Re: Canonicalizing relative URLs seen in URL type properties?

Hi Philipp:

(I think we started to discuss this in the old schema.org forum, but never managed to finish on this).

What is the Microdata take on the canonicalization of property and href/object identifiers?

So for example

    http://schema.org/InStock

could be also expressed using

    http://SCHEMA.ORG/InStock
    http://Schema.org/InStock
    http://schema.org:80/InStock

and other variations, supported by RFC 2616 [1, section 3.2.3]. 

From a HTTP protocol perspective, they are all equal, but even if desirable, it will be difficult for data consumers to spot the equivalence in queries if those are used as identifiers.

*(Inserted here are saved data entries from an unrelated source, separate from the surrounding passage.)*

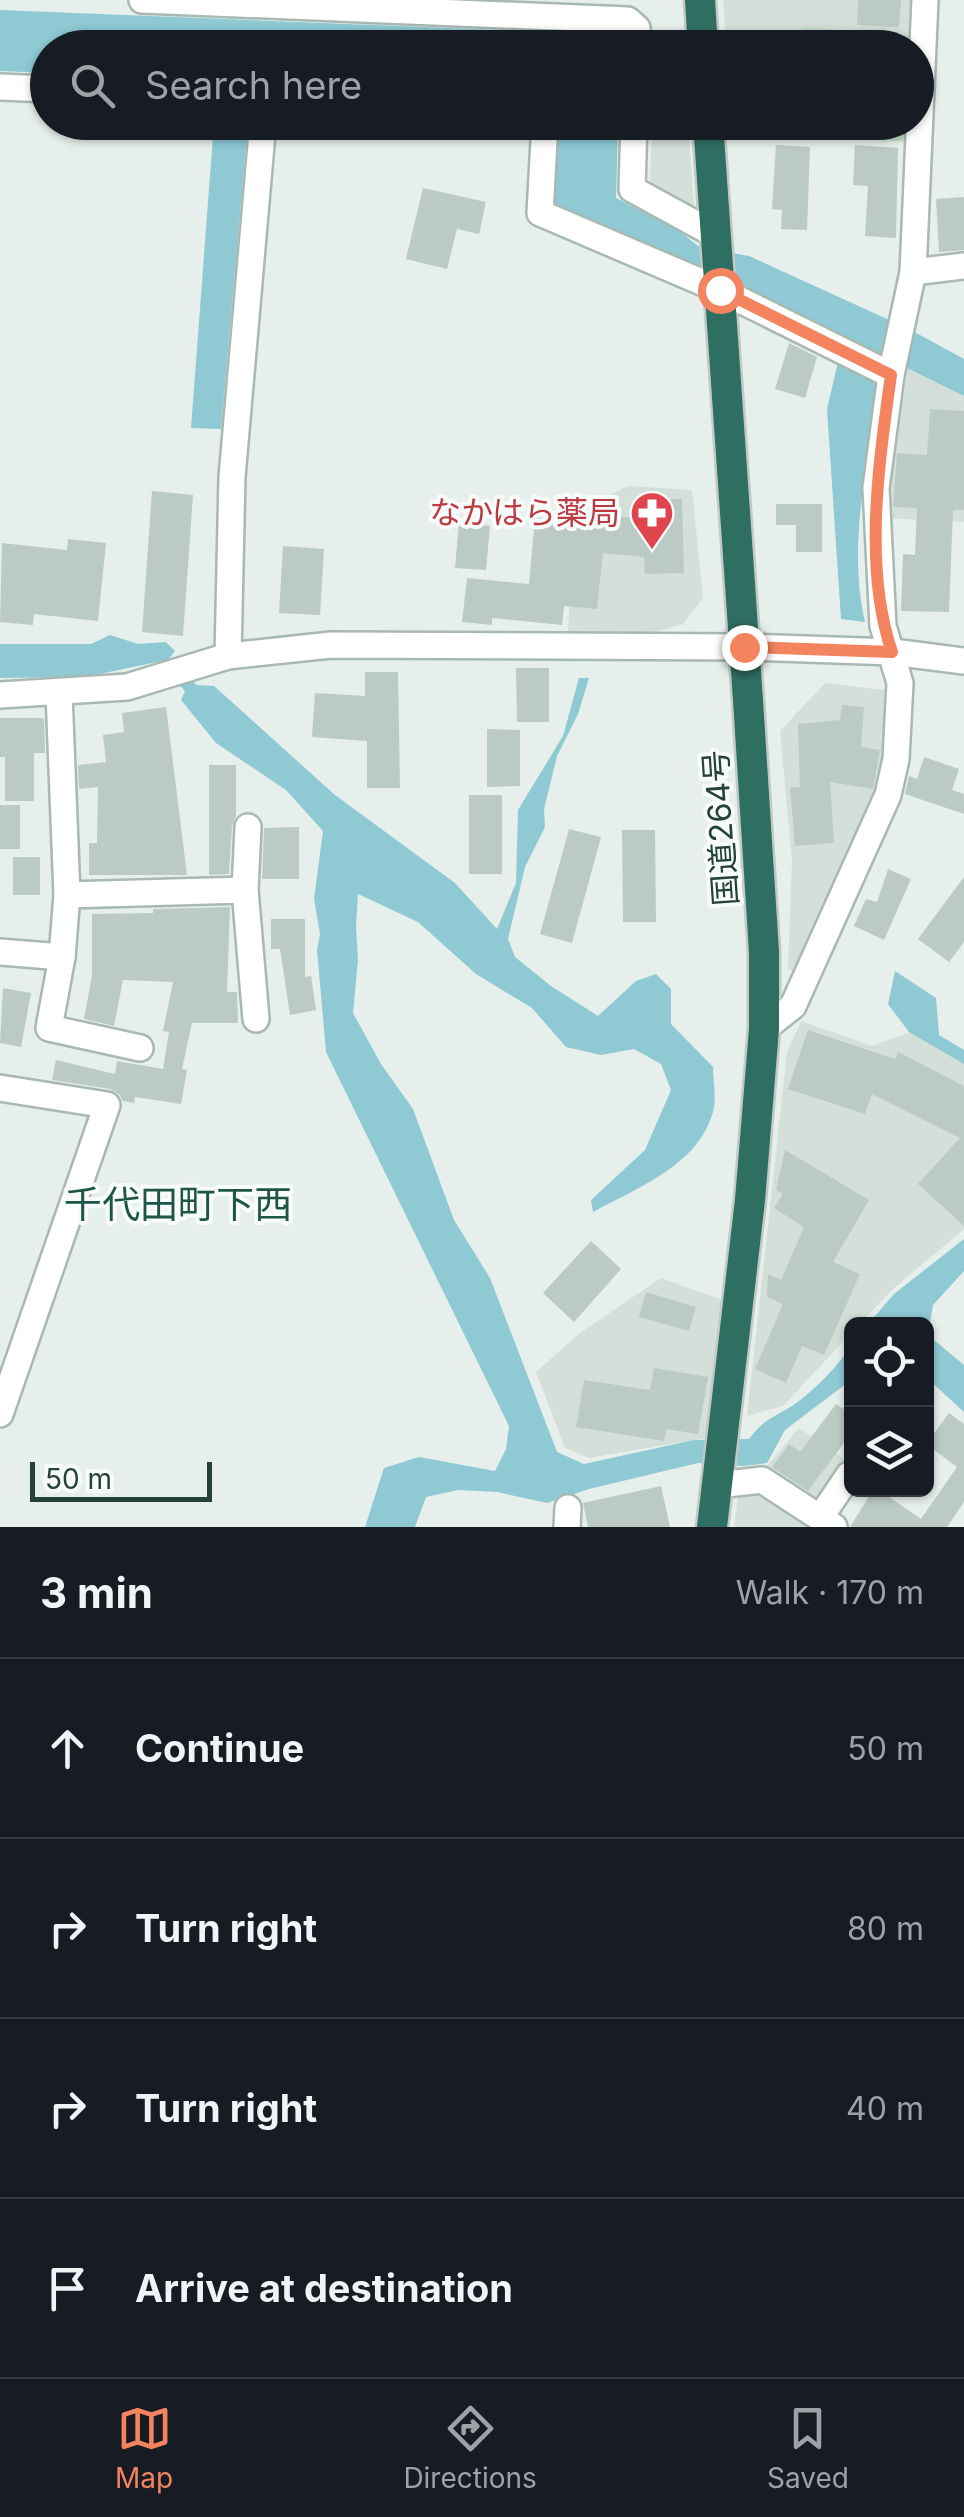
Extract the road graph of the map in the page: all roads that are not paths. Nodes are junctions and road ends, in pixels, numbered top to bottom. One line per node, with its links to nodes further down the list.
1 (142, 0): 4 (street)
2 (700, 0): 6 (highway)
3 (925, 0): 7 (street)
4 (264, 2): 5 (street)
5 (637, 30)
6 (702, 30)
7 (924, 30)
8 (0, 86): 9 (street)
9 (30, 88)
10 (261, 140): 22 (street)
11 (544, 140): 18 (street)
12 (633, 140): 15 (street)
13 (709, 140): 15 (highway, 国道264号)
14 (919, 140): 17 (street)
15 (716, 235): 18 (highway, 国道264号)
16 (964, 266): 17 (street)
17 (914, 272): 19 (street)
18 (720, 290): 19 (street); 20 (highway, 国道264号)
19 (891, 375): 21 (street)
20 (744, 647): 21 (street); 22 (street); 32 (highway, 国道264号)
21 (892, 652): 23 (street); 32 (street)
22 (228, 656): 24 (street)
23 (964, 661)
24 (59, 693): 25 (street); 28 (street)
25 (0, 694)
26 (248, 828): 27 (street)
27 (245, 890): 28 (street); 31 (street)
28 (66, 895): 30 (street)
29 (0, 952): 30 (street)
30 (62, 957): 33 (street)
31 (256, 1019)
32 (764, 1029): 36 (highway, 国道264号)
33 (140, 1048)
34 (0, 1088): 35 (street)
35 (0, 1414)
36 (718, 1478): 38 (street); 39 (highway, 国道264号)
37 (844, 1485): 38 (street)
38 (827, 1523)
39 (712, 1527)

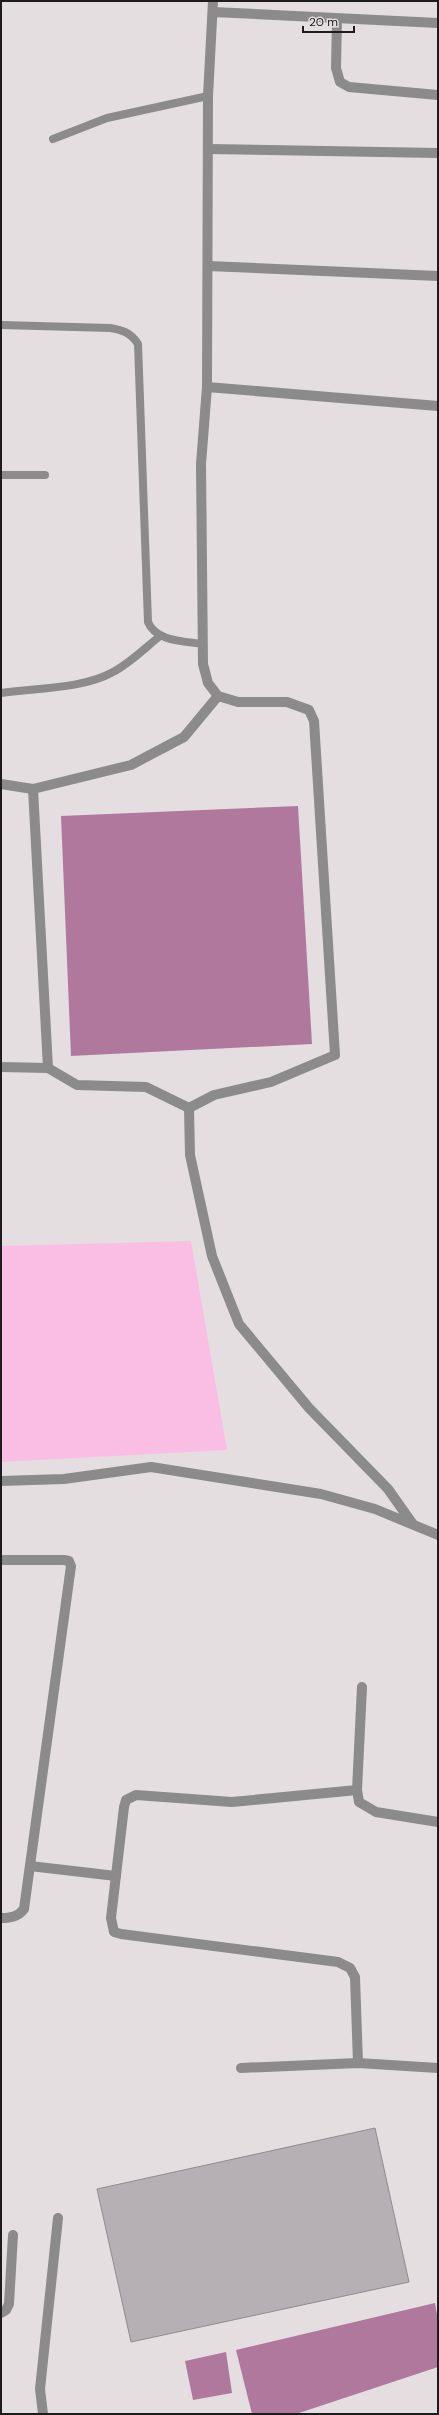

We once had a lengthy discussion on this in

   http://lists.w3.org/Archives/Public/public-lod/2011Jan/0134.html

and the general conclusion seems to have been as follows:

1. When used as locators (i.e. to retrieve a representation), all variants will deliver the same representations.
2. When used as identifiers (i.e. to reference to an entity), only the canonical URI is guaranteed to work.
3. RDF implementations would work better if they did implicit canonicalization, at least for the basic HTTP URI variations from RFC 2616 section 3.2.3.
4. TBL had a strong opinion that RDF environments should do the canonicalization, while others stressed the enormous technical difficulties given the broad range of URI schemes and their different canonicalization rules.


Best

Martin

[1] http://www.ietf.org/rfc/rfc2616.txt

--------------------------------------------------------
martin hepp
e-business & web science research group
universitaet der bundeswehr muenchen

e-mail:  hepp@ebusiness-unibw.org
phone:   +49-(0)89-6004-4217
fax:     +49-(0)89-6004-4620
www:     http://www.unibw.de/ebusiness/ (group)
         http://www.heppnetz.de/ (personal)
skype:   mfhepp 
twitter: mfhepp

Check out GoodRelations for E-Commerce on the Web of Linked Data!
=================================================================
* Project Main Page: http://purl.org/goodrelations/

On Oct 20, 2011, at 10:26 AM, Philip Jägenstedt wrote:

> On Thu, 20 Oct 2011 02:10:12 +0200, John Panzer <jpanzer@google.com> wrote:
> 
>> What are the rules for canonicalizing URLs seen in URL valued properties?  I
>> would guess that whether or not a value appears in an HTML URL attribute or
>> is encoded some other way with microdata, the rules should be the same.
>> Which implies paying attention to <base> tags etc.  Is this correct?
> 
> This is defined in <http://www.whatwg.org/specs/web-apps/current-work/multipage/microdata.html#concept-property-value>:
> 
> "The value is the absolute URL that results from resolving the value of the element's src/href attribute relative to the element at the time the attribute is set, or the empty string if there is no such attribute or if resolving it results in an error."
> 
> Following the references, you'll find that you need to resolve the URL by (basically) parsing it and then putting it back together while taking <base> into account.
> 
> -- 
> Philip Jägenstedt
> Core Developer
> Opera Software
> 

Received on Thursday, 20 October 2011 09:03:30 UTC